Segment Open

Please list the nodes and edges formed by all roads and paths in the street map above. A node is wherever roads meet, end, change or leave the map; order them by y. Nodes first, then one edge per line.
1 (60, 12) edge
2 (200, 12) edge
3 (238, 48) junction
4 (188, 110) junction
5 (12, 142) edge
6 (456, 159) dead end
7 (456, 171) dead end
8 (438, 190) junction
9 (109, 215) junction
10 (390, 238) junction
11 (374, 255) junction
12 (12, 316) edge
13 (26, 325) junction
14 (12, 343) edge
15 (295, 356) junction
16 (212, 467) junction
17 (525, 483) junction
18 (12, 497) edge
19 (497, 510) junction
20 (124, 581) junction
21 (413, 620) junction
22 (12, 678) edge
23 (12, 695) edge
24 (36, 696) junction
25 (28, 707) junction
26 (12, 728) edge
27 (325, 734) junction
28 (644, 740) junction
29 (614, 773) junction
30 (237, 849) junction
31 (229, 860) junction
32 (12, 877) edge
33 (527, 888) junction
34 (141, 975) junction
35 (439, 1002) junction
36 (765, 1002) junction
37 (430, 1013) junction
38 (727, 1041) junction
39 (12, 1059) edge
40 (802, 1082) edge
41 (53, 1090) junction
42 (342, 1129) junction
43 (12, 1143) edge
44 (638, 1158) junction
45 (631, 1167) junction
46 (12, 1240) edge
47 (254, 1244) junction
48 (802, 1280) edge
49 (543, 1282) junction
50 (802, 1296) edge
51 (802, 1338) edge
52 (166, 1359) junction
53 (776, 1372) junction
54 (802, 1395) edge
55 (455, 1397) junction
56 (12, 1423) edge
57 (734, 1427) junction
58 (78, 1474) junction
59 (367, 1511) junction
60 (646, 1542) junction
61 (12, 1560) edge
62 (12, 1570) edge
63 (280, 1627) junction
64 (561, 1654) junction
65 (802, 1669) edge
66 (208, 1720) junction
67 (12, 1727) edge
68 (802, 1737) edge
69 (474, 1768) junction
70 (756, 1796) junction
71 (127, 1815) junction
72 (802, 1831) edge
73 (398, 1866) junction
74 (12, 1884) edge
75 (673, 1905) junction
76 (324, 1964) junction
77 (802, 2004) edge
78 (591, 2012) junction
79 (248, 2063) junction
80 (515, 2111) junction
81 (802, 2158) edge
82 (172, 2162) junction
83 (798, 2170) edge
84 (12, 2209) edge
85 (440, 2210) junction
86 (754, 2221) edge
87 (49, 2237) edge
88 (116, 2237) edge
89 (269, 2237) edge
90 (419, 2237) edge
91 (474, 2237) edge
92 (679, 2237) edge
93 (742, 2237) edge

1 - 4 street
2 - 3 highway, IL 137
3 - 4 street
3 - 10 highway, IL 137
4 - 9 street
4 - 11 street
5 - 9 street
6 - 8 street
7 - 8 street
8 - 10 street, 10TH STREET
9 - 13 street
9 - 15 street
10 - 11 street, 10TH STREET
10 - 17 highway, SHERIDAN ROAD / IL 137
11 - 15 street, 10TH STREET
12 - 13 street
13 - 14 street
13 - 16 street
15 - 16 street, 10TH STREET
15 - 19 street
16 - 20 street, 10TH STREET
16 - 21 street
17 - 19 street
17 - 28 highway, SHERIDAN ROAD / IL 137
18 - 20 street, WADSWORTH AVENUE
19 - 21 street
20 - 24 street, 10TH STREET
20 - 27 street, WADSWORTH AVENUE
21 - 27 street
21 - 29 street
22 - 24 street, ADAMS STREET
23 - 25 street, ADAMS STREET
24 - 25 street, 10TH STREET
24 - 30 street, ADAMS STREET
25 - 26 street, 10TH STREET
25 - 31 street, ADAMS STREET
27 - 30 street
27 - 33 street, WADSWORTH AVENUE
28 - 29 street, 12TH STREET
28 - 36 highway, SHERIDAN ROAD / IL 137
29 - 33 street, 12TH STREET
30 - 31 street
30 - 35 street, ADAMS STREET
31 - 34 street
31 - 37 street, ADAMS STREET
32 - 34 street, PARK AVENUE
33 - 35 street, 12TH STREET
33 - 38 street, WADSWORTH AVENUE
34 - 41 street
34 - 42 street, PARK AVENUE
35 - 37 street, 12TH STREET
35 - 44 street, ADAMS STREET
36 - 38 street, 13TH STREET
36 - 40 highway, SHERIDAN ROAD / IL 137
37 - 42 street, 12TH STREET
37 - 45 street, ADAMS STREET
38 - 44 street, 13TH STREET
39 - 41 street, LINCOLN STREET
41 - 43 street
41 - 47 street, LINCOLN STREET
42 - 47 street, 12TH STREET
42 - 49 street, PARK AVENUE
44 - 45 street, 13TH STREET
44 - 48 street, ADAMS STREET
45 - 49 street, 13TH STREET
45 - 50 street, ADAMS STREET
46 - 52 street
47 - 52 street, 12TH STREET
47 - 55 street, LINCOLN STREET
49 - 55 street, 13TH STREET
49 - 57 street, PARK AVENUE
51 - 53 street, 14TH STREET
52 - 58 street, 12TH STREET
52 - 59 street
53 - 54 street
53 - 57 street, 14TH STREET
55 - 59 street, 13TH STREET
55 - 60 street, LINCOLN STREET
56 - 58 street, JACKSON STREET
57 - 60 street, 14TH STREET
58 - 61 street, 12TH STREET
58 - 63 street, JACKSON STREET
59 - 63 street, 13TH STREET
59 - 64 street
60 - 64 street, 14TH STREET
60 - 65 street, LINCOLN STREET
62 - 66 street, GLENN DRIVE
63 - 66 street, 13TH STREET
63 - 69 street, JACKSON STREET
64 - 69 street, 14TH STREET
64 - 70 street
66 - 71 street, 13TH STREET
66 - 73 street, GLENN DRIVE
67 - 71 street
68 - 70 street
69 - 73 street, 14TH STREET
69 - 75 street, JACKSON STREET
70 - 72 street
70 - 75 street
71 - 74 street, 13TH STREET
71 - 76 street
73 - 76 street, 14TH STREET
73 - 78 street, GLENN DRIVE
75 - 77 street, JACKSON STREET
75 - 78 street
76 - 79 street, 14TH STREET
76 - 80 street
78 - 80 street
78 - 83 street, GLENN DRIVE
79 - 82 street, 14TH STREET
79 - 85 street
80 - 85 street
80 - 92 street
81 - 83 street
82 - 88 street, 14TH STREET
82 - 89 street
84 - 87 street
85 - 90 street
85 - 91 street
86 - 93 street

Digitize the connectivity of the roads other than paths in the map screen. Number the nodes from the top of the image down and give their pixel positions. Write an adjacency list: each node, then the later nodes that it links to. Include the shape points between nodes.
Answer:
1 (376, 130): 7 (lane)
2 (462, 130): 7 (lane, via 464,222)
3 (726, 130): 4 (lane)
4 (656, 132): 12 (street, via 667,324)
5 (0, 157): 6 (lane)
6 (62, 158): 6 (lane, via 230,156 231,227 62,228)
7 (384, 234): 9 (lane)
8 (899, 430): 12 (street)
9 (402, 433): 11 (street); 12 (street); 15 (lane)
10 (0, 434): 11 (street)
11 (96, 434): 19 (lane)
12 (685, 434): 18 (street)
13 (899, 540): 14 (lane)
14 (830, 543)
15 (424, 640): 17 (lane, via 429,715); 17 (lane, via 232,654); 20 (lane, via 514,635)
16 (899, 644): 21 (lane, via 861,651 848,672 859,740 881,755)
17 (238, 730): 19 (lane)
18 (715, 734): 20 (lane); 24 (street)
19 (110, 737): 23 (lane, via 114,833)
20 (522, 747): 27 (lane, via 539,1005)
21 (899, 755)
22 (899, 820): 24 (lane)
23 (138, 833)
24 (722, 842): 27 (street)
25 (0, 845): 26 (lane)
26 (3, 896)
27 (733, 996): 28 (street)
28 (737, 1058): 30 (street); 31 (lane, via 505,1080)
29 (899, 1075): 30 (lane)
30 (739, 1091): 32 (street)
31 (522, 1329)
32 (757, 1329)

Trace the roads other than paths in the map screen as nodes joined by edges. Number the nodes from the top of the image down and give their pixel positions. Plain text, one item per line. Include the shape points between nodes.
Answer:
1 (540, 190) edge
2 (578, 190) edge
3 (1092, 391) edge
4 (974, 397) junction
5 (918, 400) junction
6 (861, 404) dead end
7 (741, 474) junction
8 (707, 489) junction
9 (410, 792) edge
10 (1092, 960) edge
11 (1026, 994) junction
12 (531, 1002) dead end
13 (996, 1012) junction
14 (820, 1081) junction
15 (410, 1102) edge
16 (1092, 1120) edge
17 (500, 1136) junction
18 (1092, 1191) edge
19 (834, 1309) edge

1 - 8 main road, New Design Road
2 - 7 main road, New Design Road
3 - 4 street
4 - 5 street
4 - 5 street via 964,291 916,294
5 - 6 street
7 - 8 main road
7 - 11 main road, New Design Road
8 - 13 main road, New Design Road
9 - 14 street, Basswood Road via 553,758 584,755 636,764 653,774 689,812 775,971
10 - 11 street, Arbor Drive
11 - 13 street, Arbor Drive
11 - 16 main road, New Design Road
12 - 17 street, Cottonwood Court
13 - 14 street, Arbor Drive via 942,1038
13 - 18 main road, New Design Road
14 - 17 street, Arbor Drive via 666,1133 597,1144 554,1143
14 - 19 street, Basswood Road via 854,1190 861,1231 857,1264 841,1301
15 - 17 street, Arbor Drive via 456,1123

Segment Closed

Go over the data and return every line that includes the word "WADSWORTH".

18 - 20 street, WADSWORTH AVENUE
20 - 27 street, WADSWORTH AVENUE
27 - 33 street, WADSWORTH AVENUE
33 - 38 street, WADSWORTH AVENUE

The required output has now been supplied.